The Earth's life-sustaining atmosphere would probably have been severely affected by the Sun's flares if the Blue Marble did not have magnetosphere, a NASA study has revealed.
Magnetosphere is a natural magnetic bubble which protects a planet's atmosphere. Without it, a planet's atmosphere is intensely vulnerable to eruptions from the Sun, the study said.
On the Earth, the magnetosphere deflects some of the impact of the solar eruptions. Without it, the Earth would have become like its neighbour, Venus.
Larger eruptions of solar material called coronal mass ejections (CMEs) occur at times that can disrupt the atmosphere around a planet.

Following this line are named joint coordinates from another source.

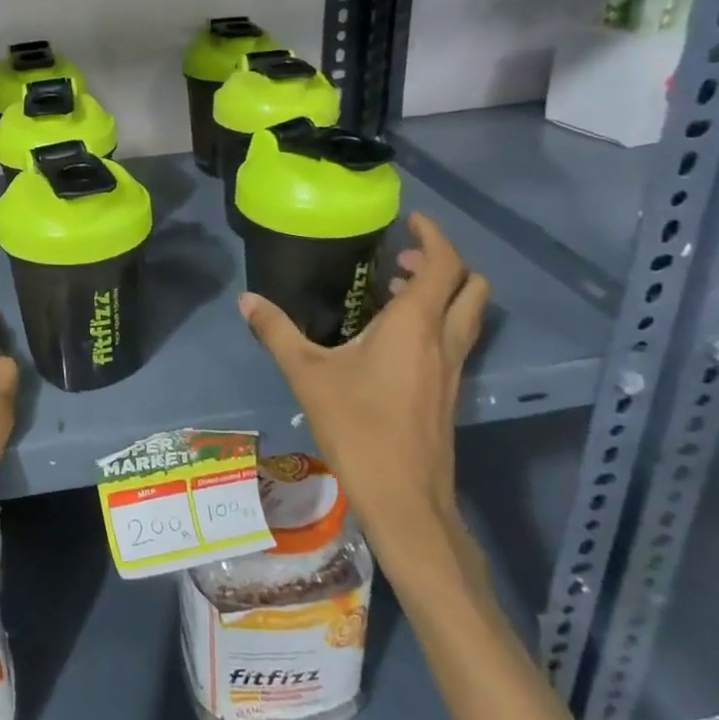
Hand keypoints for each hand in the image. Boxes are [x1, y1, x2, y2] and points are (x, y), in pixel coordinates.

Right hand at [240, 213, 488, 566]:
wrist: (404, 498)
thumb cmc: (358, 428)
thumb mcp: (307, 375)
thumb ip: (277, 332)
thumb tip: (247, 299)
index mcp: (415, 326)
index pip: (445, 264)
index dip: (434, 235)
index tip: (410, 221)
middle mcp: (444, 340)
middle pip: (471, 286)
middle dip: (444, 263)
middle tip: (400, 261)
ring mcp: (453, 369)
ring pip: (467, 314)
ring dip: (441, 293)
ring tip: (390, 294)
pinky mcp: (450, 392)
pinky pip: (455, 339)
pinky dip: (434, 322)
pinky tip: (390, 340)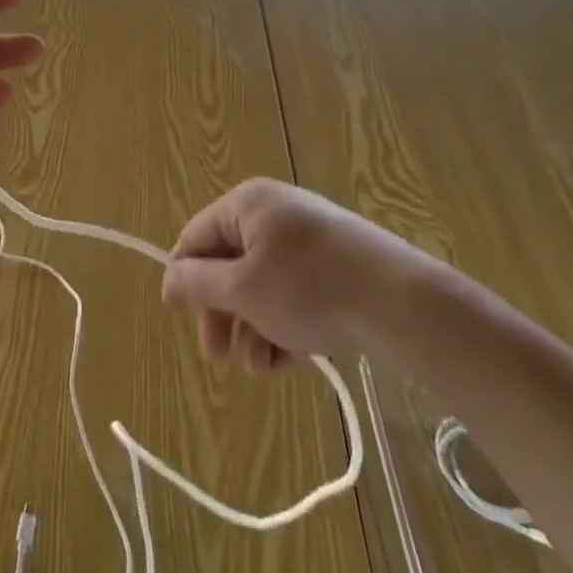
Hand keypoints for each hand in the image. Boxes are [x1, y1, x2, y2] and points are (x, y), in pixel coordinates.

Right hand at [160, 178, 427, 371]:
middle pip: (230, 263)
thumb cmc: (309, 288)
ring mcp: (309, 238)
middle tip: (221, 357)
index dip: (183, 278)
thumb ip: (198, 283)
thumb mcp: (243, 289)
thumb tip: (169, 278)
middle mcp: (274, 212)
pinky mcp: (338, 265)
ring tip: (262, 368)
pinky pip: (295, 291)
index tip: (178, 319)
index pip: (196, 237)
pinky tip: (289, 360)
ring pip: (263, 284)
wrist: (403, 304)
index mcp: (246, 203)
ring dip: (254, 327)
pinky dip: (285, 323)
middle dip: (223, 313)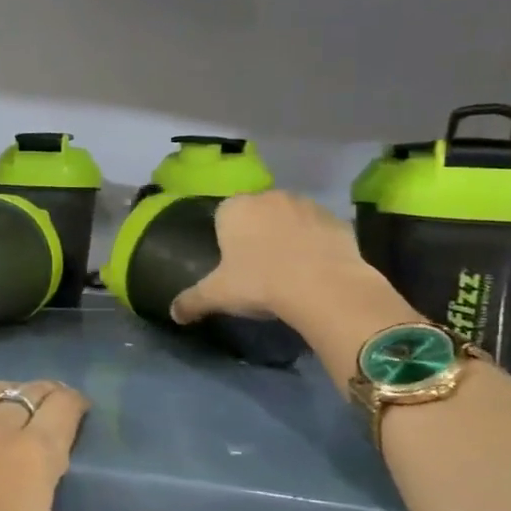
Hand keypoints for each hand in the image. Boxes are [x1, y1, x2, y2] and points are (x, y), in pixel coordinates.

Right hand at [170, 189, 369, 325]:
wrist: (323, 286)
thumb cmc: (259, 283)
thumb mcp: (217, 295)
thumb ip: (191, 301)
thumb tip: (173, 314)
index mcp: (235, 208)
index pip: (223, 216)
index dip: (227, 238)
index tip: (233, 263)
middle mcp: (269, 197)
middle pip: (258, 213)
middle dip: (257, 234)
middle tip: (259, 268)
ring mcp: (306, 204)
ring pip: (289, 218)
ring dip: (288, 235)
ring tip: (289, 269)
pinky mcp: (336, 219)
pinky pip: (318, 230)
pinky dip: (316, 243)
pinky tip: (315, 269)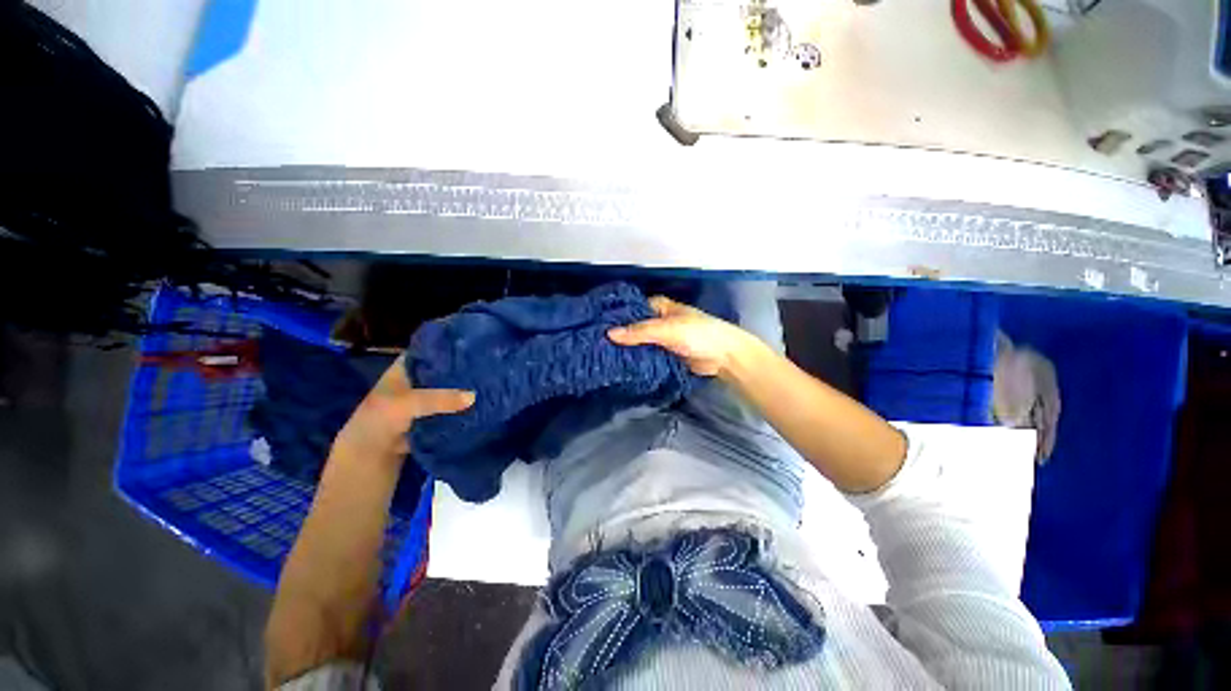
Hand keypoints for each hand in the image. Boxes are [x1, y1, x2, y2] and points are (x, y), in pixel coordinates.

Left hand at [333, 355, 474, 463]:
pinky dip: (462, 408)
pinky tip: (481, 404)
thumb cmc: (379, 423)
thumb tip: (474, 396)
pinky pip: (451, 410)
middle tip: (488, 364)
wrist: (367, 462)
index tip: (474, 344)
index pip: (428, 351)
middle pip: (442, 371)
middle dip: (461, 370)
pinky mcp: (431, 420)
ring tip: (489, 382)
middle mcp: (415, 382)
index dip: (448, 347)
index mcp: (403, 370)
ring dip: (464, 391)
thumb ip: (440, 398)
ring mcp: (423, 402)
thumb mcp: (407, 404)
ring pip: (448, 392)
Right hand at [607, 296, 759, 376]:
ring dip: (626, 349)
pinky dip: (636, 359)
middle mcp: (657, 320)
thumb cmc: (698, 334)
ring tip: (601, 356)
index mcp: (658, 306)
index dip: (615, 317)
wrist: (724, 356)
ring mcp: (660, 339)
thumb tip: (609, 334)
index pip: (630, 309)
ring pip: (638, 343)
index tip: (595, 326)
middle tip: (594, 345)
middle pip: (633, 327)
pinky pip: (646, 355)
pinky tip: (619, 366)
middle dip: (618, 335)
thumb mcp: (668, 329)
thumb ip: (639, 332)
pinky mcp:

"What if the Earth did not have that protective magnetosphere? Is a magnetosphere a pre-requisite for a planet to support life?" asked Glyn Collinson, first author on the paper from NASA's Goddard Space Flight Centre in Greenbelt, Maryland.
The jury is still out on that, but "we examine such questions by looking at planets without magnetospheres like Venus," he said.
Collinson's work began with data from the European Space Agency's (ESA) Venus Express which arrived at Venus in 2006 and carried out an eight-year mission.
On December 19, 2006, the Sun ejected a small, slow-moving puff of solar material.
Four days later, this sluggish CME was powerful enough to rip away dramatic amounts of oxygen out of Venus' atmosphere and send it out into space where it was lost forever.
Venus is a particularly inhospitable planet: It is 10 times hotter than the Earth with an atmosphere so thick that the longest any spacecraft has survived on its surface before being crushed is a little over two hours.
Perhaps such vulnerabilities to the Sun's storms contributed to this environment.
"Regardless, understanding exactly what effect the lack of a magnetosphere has on a planet like Venus can help us understand more about the habitability of other planets we spot outside our solar system," the authors noted.
Near the Earth, we have several spacecrafts that can observe a CME leaving the sun and its effects closer to the Earth, but it is difficult to track such things near other planets.
"The more we learn about other worlds, the more we learn about the very history of our own home planet, and what made it so habitable for life to begin with," Collinson added.
Learning just why a small CME had such a strong impact may have profound consequences for understanding what makes a planet hospitable for life, concluded the study that appeared in the Journal of Geophysical Research.